O pensamento de Essena pode até ser um pensamento idílico, mas já todos nós chegámos às mesmas conclusões. Contudo, nunca quisemos fazer uma mudança tão radical como esta modelo, porém acho necessária uma reflexão sobre este tema.

É tudo uma questão de perspectiva?

Há desafios bons. E há desafios, como a própria palavra já o indica, que são verdadeiramente desafiantes. Como alguns devem saber já estou no meu segundo ano da licenciatura de Relações Públicas e Comunicação Empresarial. Estou contente com a escolha do curso e a cada dia que passa sinto-me ainda mais comunicadora. Mas passando para a questão central, na minha cadeira de Laboratório de Comunicação em Ambientes Digitais foi-nos proposto criarmos um blogue... A minha reacção? Adorei, claro.
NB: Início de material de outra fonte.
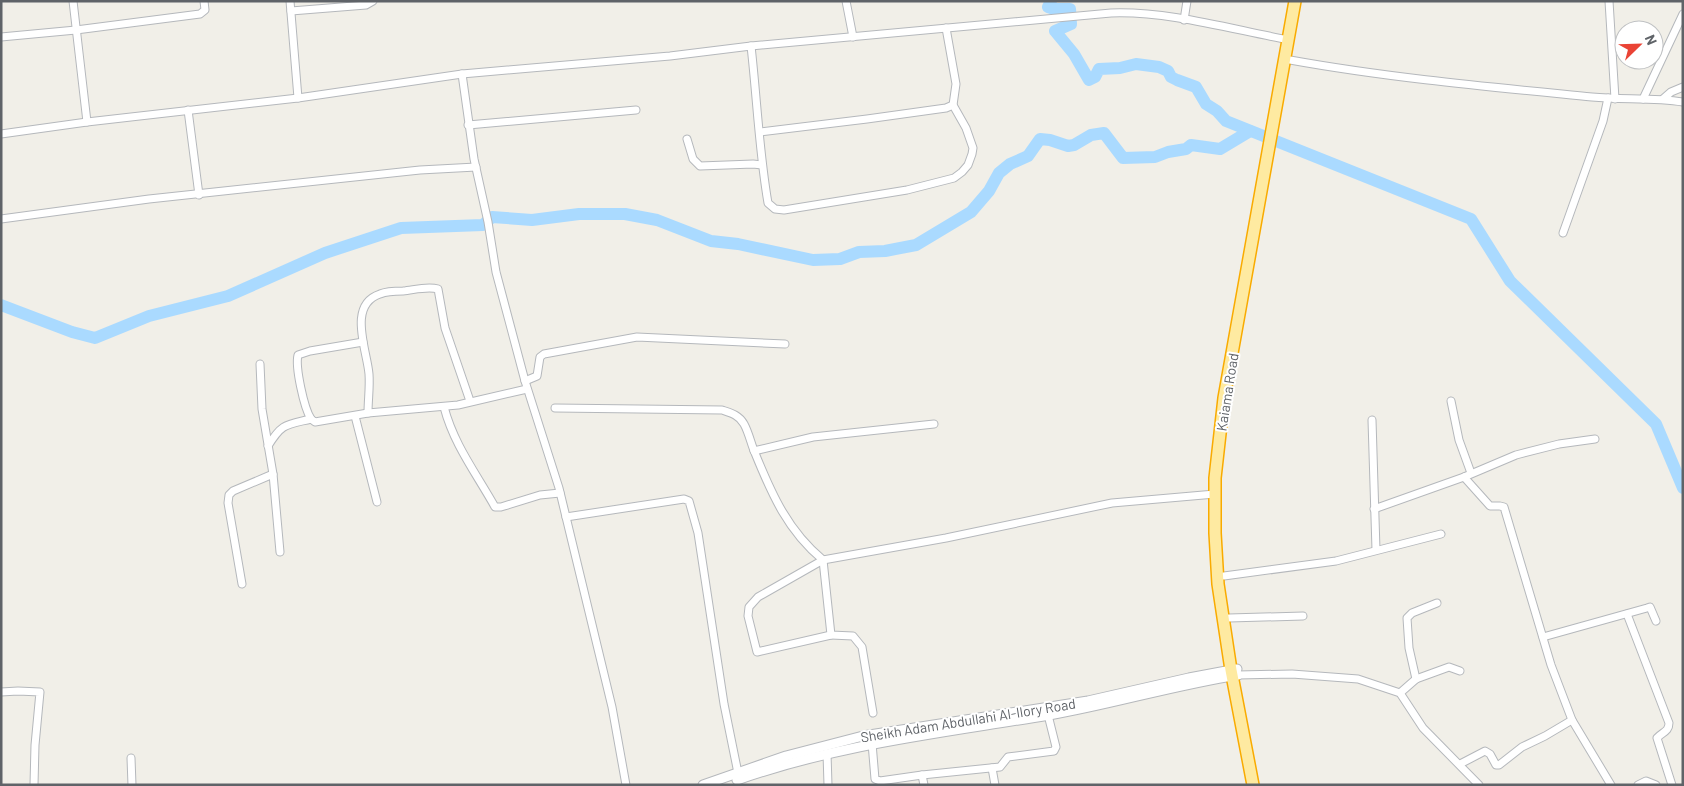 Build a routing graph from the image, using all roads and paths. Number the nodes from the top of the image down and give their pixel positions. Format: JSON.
{"nodes":[{"id":1,"x":73,"y":1,"type":"edge"},
{"id":2,"x":204,"y":1,"type":"edge"},
{"id":3,"x":290,"y":1,"type":"edge"},
{"id":4,"x":373,"y":1,"type":"edge"},
{"id":5,"x":846,"y":1,"type":"edge"},
{"id":6,"x":1187,"y":1,"type":"edge"},
{"id":7,"x":1295,"y":1,"type":"edge"},
{"id":8,"x":1301,"y":1,"type":"edge"},
{"id":9,"x":1609,"y":1,"type":"edge"},
{"id":10,"x":291,"y":11,"type":"junction"},
{"id":11,"x":1683,"y":14,"type":"edge"},
{"id":12,"x":1184,"y":20,"type":"junction"},
{"id":13,"x":946,"y":28,"type":"junction"},
{"id":14,"x":76,"y":30,"type":"junction"},
{"id":15,"x":853,"y":37,"type":"junction"},
{"id":16,"x":1,"y":38,"type":"edge"},
{"id":17,"x":1289,"y":40,"type":"junction"},
{"id":18,"x":751,"y":46,"type":"junction"},
{"id":19,"x":1290,"y":60,"type":"junction"},
{"id":20,"x":462,"y":74,"type":"junction"},
{"id":21,"x":1683,"y":87,"type":"edge"},
{"id":22,"x":298,"y":98,"type":"junction"},
{"id":23,"x":1611,"y":99,"type":"junction"},
{"id":24,"x":1643,"y":99,"type":"junction"},
{"id":25,"x":1663,"y":99,"type":"junction"},
{"id":26,"x":1683,"y":102,"type":"edge"},
{"id":27,"x":953,"y":105,"type":"junction"},
{"id":28,"x":188,"y":110,"type":"junction"},
{"id":29,"x":636,"y":110,"type":"dead end"},
{"id":30,"x":87,"y":122,"type":"junction"},
{"id":31,"x":468,"y":125,"type":"junction"},
{"id":32,"x":760,"y":132,"type":"junction"},
{"id":33,"x":1,"y":134,"type":"edge"},
{"id":34,"x":687,"y":138,"type":"dead end"},
{"id":35,"x":1272,"y":144,"type":"junction"},
{"id":36,"x":762,"y":165,"type":"junction"},
{"id":37,"x":476,"y":168,"type":"junction"},
{"id":38,"x":198,"y":194,"type":"junction"},
{"id":39,"x":1,"y":219,"type":"edge"},
{"id":40,"x":1563,"y":233,"type":"dead end"},
{"id":41,"x":363,"y":342,"type":"junction"},
{"id":42,"x":785,"y":344,"type":"dead end"},
{"id":43,"x":260,"y":364,"type":"dead end"},
{"id":44,"x":526,"y":385,"type":"junction"},
{"id":45,"x":470,"y":401,"type":"junction"},
{"id":46,"x":1452,"y":401,"type":"dead end"},
{"id":47,"x":444,"y":406,"type":"junction"},
{"id":48,"x":555,"y":408,"type":"dead end"},
{"id":49,"x":368,"y":413,"type":"junction"},
{"id":50,"x":354,"y":416,"type":"junction"},
{"id":51,"x":311,"y":419,"type":"junction"},
{"id":52,"x":1372,"y":420,"type":"dead end"},
{"id":53,"x":934,"y":424,"type":"dead end"},
{"id":54,"x":1595,"y":439,"type":"dead end"},
{"id":55,"x":268,"y":446,"type":"junction"},
{"id":56,"x":754,"y":451,"type":"junction"},
{"id":57,"x":273,"y":474,"type":"junction"},
{"id":58,"x":1467,"y":475,"type":"junction"},
{"id":59,"x":560,"y":493,"type":"junction"},
{"id":60,"x":1215,"y":494,"type":"junction"},
{"id":61,"x":377,"y":502,"type":"dead end"},
{"id":62,"x":1374,"y":509,"type":"junction"},
{"id":63,"x":566,"y":517,"type":"junction"},
{"id":64,"x":1441,"y":534,"type":"dead end"},
{"id":65,"x":1376,"y":550,"type":"junction"},
{"id":66,"x":280,"y":552,"type":"dead end"},
{"id":67,"x":823,"y":560,"type":"junction"},
{"id":68,"x":1224,"y":576,"type":"junction"},
{"id":69,"x":242,"y":584,"type":"dead end"},
{"id":70,"x":1437,"y":603,"type":"dead end"},
{"id":71,"x":1627,"y":614,"type":"junction"},
{"id":72,"x":1303,"y":616,"type":"dead end"},
{"id":73,"x":1229,"y":618,"type":"junction"},
{"id":74,"x":1656,"y":621,"type":"dead end"},
{"id":75,"x":831,"y":635,"type":"junction"},
{"id":76,"x":1543,"y":637,"type":"junction"},
{"id":77,"x":1460,"y":671,"type":"dead end"},
{"id":78,"x":1235,"y":673,"type":"junction"},
{"id":79,"x":1416,"y":679,"type":"junction"},
{"id":80,"x":1,"y":692,"type":"edge"},
{"id":81,"x":1400,"y":693,"type":"junction"},
{"id":82,"x":873,"y":713,"type":"dead end"},
{"id":83,"x":1048,"y":715,"type":"junction"},
{"id":84,"x":1572,"y":720,"type":"junction"},
{"id":85,"x":872,"y":743,"type":"junction"},
{"id":86,"x":827,"y":753,"type":"junction"},
{"id":87,"x":131,"y":758,"type":"dead end"},
{"id":88,"x":1460,"y":764,"type":"junction"},
{"id":89,"x":992,"y":768,"type":"junction"},
{"id":90,"x":738,"y":773,"type":"junction"},
{"id":91,"x":922,"y":775,"type":"junction"},
{"id":92,"x":34,"y":785,"type":"edge"},
{"id":93,"x":132,"y":785,"type":"edge"},
{"id":94,"x":626,"y":785,"type":"edge"},
{"id":95,"x":703,"y":785,"type":"edge"},
{"id":96,"x":722,"y":785,"type":"edge"},
{"id":97,"x":828,"y":785,"type":"edge"},
{"id":98,"x":924,"y":785,"type":"edge"},
{"id":99,"x":995,"y":785,"type":"edge"},
{"id":100,"x":1253,"y":785,"type":"edge"},
{"id":101,"x":1259,"y":785,"type":"edge"},
{"id":102,"x":1479,"y":785,"type":"edge"},
{"id":103,"x":1611,"y":785,"type":"edge"},
{"id":104,"x":1638,"y":785,"type":"edge"},
{"id":105,"x":1656,"y":785,"type":"edge"},
{"id":106,"x":1672,"y":785,"type":"edge"}],
"edges":[{"from":1,"to":14,"type":"street"},
{"from":2,"to":14,"type":"street"},
{"from":3,"to":10,"type":"street"},
{"from":4,"to":10,"type":"street"},
{"from":5,"to":15,"type":"street"},
{"from":6,"to":12,"type":"street"},
{"from":7,"to":17,"type":"highway","name":"Kaiama Road"},
{"from":8,"to":19,"type":"highway","name":"Kaiama Road"},
{"from":9,"to":23,"type":"street"},
{"from":10,"to":22,"type":"street"},
{"from":11,"to":24,"type":"street"},
{"from":12,"to":13,"type":"street"},
{"from":12,"to":17,"type":"street"},
{"from":13,"to":15,"type":"street"},
{"from":13,"to":27,"type":"street"},
{"from":14,"to":16,"type":"street"},
{"from":14,"to":30,"type":"street"},
{"from":15,"to":18,"type":"street"},
{"from":17,"to":35,"type":"highway","name":"Kaiama Road"},
{"from":18,"to":20,"type":"street"},
{"from":18,"to":32,"type":"street"},
{"from":19,"to":23,"type":"street"},
{"from":19,"to":35,"type":"highway","name":"Kaiama Road"},
{"from":20,"to":22,"type":"street"},
{"from":20,"to":31,"type":"street"},
{"from":21,"to":25,"type":"street"},
{"from":22,"to":28,"type":"street"},
{"from":23,"to":24,"type":"street"},
{"from":23,"to":40,"type":"street"},
{"from":24,"to":25,"type":"street"},
{"from":25,"to":26,"type":"street"},
{"from":27,"to":32,"type":"street"},
{"from":27,"to":36,"type":"street"},
{"from":28,"to":30,"type":"street"},
{"from":28,"to":38,"type":"street"},
{"from":29,"to":31,"type":"street"},
{"from":30,"to":33,"type":"street"},
{"from":31,"to":37,"type":"street"},
{"from":32,"to":36,"type":"street"},
{"from":34,"to":36,"type":"street"},
{"from":35,"to":60,"type":"highway","name":"Kaiama Road"},
{"from":35,"to":68,"type":"highway","name":"Kaiama Road"},
{"from":37,"to":38,"type":"street"},
{"from":37,"to":44,"type":"street"},
{"from":38,"to":39,"type":"street"},
{"from":41,"to":45,"type":"street"},
{"from":41,"to":49,"type":"street"},
{"from":41,"to":51,"type":"street"},
{"from":42,"to":44,"type":"street"},
{"from":43,"to":55,"type":"street"},
{"from":44,"to":45,"type":"street"},
{"from":44,"to":59,"type":"street"},
{"from":45,"to":47,"type":"street"},
{"from":46,"to":58,"type":"street"},
{"from":47,"to":49,"type":"street"},
{"from":47,"to":59,"type":"street"},
{"from":48,"to":56,"type":"street"},
{"from":49,"to":50,"type":"street"},
{"from":50,"to":51,"type":"street"},
{"from":50,"to":61,"type":"street"},
{"from":51,"to":55,"type":"street"},
{"from":52,"to":62,"type":"street"},
{"from":53,"to":56,"type":"street"},
{"from":54,"to":58,"type":"street"},
{"from":55,"to":57,"type":"street"},
{"from":56,"to":67,"type":"street"},
{"from":57,"to":66,"type":"street"},
{"from":57,"to":69,"type":"street"},
{"from":58,"to":62,"type":"street"},
{"from":58,"to":76,"type":"street"},
{"from":59,"to":63,"type":"street"},
{"from":60,"to":67,"type":"street"},
{"from":60,"to":78,"type":"highway","name":"Kaiama Road"},
{"from":62,"to":65,"type":"street"},
{"from":63,"to":90,"type":"street"},
{"from":63,"to":94,"type":"street"},
{"from":64,"to":65,"type":"street"},
{"from":65,"to":68,"type":"street"},
{"from":67,"to":75,"type":"street"},
{"from":67,"to":75,"type":"street"},
{"from":68,"to":73,"type":"highway","name":"Kaiama Road"},
{"from":70,"to":79,"type":"street"},
{"from":71,"to":74,"type":"street"},
{"from":71,"to":76,"type":"street"},
{"from":71,"to":106,"type":"street"},
{"from":72,"to":73,"type":"street"},
{"from":73,"to":78,"type":"highway","name":"Kaiama Road"},
{"from":75,"to":82,"type":"street"},
{"from":76,"to":84,"type":"street"},
{"from":77,"to":79,"type":"street"},
{"from":78,"to":81,"type":"street"},
{"from":78,"to":83,"type":"street","name":"Sheikh Adam Abdullahi Al-Ilory Road"},
{"from":78,"to":90,"type":"street","name":"Sheikh Adam Abdullahi Al-Ilory Road"},
{"from":78,"to":100,"type":"highway","name":"Kaiama Road"},
{"from":78,"to":101,"type":"highway","name":"Kaiama Road"},
{"from":79,"to":81,"type":"street"},
{"from":80,"to":92,"type":"street"},
{"from":81,"to":88,"type":"street"},
{"from":83,"to":85,"type":"street","name":"Sheikh Adam Abdullahi Al-Ilory Road"},
{"from":83,"to":89,"type":"street"},
{"from":84,"to":88,"type":"street"},
{"from":84,"to":103,"type":"street"},
{"from":85,"to":86,"type":"street","name":"Sheikh Adam Abdullahi Al-Ilory Road"},
{"from":85,"to":91,"type":"street"},
{"from":86,"to":96,"type":"street","name":"Sheikh Adam Abdullahi Al-Ilory Road"},
{"from":86,"to":97,"type":"street"},
{"from":87,"to":93,"type":"street"},
{"from":88,"to":102,"type":"street"},
{"from":89,"to":91,"type":"street"},
{"from":89,"to":99,"type":"street"},
{"from":90,"to":95,"type":"street","name":"Sheikh Adam Abdullahi Al-Ilory Road"},
{"from":91,"to":98,"type":"street"},
{"from":104,"to":105,"type":"street"}]}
Felizmente não precisei de criar um novo blogue, apenas para esta cadeira e, por isso, vou poder usar o meu. Aquilo que vai acontecer é que passarão a existir posts semanais com um desafio lançado pelos professores. Confesso que no início não percebi como é que isto até poderia ajudar-me a mim e ao blogue, mas depois descobri que é mais uma maneira de me obrigar a actualizar este cantinho - obrigada por isso professores! Ora o primeiro desafio é um post "inspirado" nesta frase:

 

Os RP's são uma forma de ver o mundo.

 

Acho que prefiro começar esta espécie de reflexão com a minha experiência pessoal. Todos nós somos comunicadores, uns mais que outros. Outros forçados pela profissão. Outros com gosto pelo mundo. Contudo, é certo que todos comunicamos. Mas depois de ter entrado para este curso comecei a olhar para tudo de uma forma diferente. Comecei a olhar para as coisas banais do meu dia-a-dia como questões verdadeiramente comunicacionais. Deu por mim a ver comunicação em tudo (não há não comunicação!). Ainda no outro dia discutia questões do trabalho do meu pai, falávamos especificamente de comunicação interna, e quando dei por mim estava a dar uma "pseudo aula" de comunicação interna. É bom termos diferentes perspectivas sobre o mundo que nos rodeia. É também bom e relevante, não ver a comunicação como um todo, como um dado adquirido, pois nessa visão nem faria sentido existir a profissão de Relações Públicas. Porque acho que a área das Relações Públicas, mais do que uma perspectiva, é ainda um trabalho muito pouco valorizado, uma vez que todos se consideram aptos para exercer este tipo de profissão. Aliás, são muitos aqueles que dizem conseguir ver o mundo através da nossa perspectiva, da perspectiva de um Relações Públicas. Contudo, gosto e quero acreditar que nem todos conseguem interpretar a mesma realidade como os profissionais de RP o fazem. Porquê? Porque somos estratégicos. Porque só nós sabemos gerir relações e mediar conflitos. Porque só há um único departamento capaz de comunicar eficazmente. Isto é a minha opinião, sem critérios de veracidade ou falsidade. Se concordo que cada área de uma determinada ciência é uma perspectiva de ver o mundo? Concordo. No entanto, também concordo que a nossa perspectiva ainda é uma parte muito pequena desde mundo, infelizmente.